Obsessive voyeurism with one subject is known as stalking.
So if the above is voyeurism… what exactly is socialising? Here comes the science bit:
Facebook or ‘the social network’ as it’s also known (spawning a film by the very name) is, believe it or not, about socialising, and social interactions are the acts, action or practices of two or more people mutually orientated towards each other’s selves. This means that the parties must be aware of each other although it doesn’t necessarily mean being in sight of each other. Friends writing letters are socially interacting, as are generals preparing opposing war plans. Social intercourse is not defined by physical relation, behaviour or distance, it’s a matter of mutual subjective orientation towards each other. Spying, for example, is not social interaction if the other is not aware that this is taking place.
The fact that Facebook breeds voyeurs isn’t exactly news. There are numerous articles out there on this very subject, there’s even a master thesis by a Canadian graduate who found that no less than 88% of people she surveyed who had recently gone through a breakup had “spent time looking at, analysing, or ‘creeping’ their ex’s Facebook profile, probably during working hours!

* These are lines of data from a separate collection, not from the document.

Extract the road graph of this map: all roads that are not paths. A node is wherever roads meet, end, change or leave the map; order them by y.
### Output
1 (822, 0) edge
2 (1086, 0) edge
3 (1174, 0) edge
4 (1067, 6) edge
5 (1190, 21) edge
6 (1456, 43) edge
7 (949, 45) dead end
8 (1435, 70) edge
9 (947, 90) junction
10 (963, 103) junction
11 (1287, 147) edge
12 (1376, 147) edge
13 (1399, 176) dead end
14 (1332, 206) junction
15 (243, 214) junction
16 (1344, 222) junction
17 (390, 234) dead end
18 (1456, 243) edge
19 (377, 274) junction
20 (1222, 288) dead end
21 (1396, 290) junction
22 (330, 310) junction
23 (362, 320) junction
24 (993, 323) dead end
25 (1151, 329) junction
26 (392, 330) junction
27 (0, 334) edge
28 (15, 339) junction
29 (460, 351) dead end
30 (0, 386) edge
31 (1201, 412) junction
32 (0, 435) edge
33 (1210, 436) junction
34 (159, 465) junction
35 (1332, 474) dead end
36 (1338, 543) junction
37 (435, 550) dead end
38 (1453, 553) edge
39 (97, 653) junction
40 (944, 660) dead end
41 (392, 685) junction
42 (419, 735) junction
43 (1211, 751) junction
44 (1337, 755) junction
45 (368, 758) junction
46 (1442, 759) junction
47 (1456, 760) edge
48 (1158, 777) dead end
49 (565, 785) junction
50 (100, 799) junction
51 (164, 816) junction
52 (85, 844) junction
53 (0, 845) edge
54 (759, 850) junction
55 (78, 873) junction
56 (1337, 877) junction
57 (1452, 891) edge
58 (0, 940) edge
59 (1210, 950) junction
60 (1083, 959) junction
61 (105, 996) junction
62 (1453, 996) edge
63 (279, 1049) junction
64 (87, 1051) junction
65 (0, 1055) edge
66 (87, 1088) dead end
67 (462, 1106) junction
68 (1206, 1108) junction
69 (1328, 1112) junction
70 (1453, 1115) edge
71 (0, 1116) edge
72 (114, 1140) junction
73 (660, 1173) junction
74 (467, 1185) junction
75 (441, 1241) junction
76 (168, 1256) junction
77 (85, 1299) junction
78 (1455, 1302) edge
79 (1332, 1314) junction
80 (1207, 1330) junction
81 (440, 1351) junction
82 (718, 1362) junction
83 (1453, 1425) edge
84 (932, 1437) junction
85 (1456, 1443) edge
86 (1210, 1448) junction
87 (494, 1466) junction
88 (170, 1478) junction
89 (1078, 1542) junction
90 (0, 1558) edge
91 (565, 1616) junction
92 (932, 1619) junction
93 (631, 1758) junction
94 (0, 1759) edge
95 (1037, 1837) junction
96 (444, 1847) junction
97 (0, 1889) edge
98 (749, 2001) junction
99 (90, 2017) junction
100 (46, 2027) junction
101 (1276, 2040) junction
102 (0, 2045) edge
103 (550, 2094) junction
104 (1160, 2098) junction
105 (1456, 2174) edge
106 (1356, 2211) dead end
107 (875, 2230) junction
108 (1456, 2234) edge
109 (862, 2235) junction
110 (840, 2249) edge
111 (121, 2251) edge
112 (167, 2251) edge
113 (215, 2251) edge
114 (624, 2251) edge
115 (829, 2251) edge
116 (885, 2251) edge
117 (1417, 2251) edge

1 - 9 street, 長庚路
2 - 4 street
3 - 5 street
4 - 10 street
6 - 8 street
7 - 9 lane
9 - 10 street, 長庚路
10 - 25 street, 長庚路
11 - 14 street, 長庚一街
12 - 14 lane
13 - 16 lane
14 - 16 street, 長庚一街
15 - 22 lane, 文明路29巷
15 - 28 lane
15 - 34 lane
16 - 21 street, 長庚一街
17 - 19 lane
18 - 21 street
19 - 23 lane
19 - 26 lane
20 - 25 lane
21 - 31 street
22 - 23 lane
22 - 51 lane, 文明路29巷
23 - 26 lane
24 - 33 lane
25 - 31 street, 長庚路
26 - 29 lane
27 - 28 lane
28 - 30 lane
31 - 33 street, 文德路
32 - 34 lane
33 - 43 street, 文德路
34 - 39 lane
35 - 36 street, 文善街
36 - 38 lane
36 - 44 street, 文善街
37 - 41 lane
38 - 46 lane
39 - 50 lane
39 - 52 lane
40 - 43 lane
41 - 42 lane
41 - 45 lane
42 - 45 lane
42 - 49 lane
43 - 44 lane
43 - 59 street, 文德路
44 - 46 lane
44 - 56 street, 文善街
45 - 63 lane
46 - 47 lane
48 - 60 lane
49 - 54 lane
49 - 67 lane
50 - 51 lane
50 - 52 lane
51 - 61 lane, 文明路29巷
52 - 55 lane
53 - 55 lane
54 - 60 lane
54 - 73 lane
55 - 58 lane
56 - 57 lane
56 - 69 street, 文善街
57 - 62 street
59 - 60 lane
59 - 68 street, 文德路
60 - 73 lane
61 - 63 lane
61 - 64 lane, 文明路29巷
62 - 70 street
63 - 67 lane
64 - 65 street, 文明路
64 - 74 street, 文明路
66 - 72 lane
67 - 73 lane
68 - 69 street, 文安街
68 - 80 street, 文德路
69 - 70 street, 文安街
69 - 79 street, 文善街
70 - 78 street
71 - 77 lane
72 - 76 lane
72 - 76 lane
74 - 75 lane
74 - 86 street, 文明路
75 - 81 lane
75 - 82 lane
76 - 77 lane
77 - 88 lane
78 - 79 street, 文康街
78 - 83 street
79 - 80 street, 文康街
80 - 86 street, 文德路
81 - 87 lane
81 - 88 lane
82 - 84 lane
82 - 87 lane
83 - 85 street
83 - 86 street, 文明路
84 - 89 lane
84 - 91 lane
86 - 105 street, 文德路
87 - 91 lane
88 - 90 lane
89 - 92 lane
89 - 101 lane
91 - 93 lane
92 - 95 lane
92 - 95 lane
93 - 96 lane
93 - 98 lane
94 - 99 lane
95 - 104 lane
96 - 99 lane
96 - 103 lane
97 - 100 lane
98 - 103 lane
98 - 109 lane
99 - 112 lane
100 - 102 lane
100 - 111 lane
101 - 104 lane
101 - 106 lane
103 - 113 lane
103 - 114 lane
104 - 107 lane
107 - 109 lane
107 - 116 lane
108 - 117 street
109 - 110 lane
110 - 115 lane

It’s easy to underestimate just how much personal information we publish to our Facebook page and that’s because we’re lulled into a false sense of security; we believe that we’re publishing information amongst ‘friends’ but the reality is far from that since many of us collect contacts as we do clubcard points
That said, I wouldn’t want anybody to think that I’m knocking voyeurism in any way since most people enjoy some titillation, yes, even us Brits; we may not like talking about it but we certainly like doing it, titillation that is. In fact, I’ve just discovered that there’s a Facebook page all about voyeurism, it features an array of images of very sexy, scantily clad females (and the odd male) and it boasts a following of 28, 376 people and, thanks to the power of Facebook, I can tell exactly whom on my contact list is already following that page.
In the internet age, especially with most of the populous owning a mobile device, the social medium, be it Facebook or the next best thing, is here to stay. Who you choose to add to your contact list, how much you choose to interact with them, as well as what you choose to share, be that love, life, happiness, sadness goals and dreams is, as always, up to you.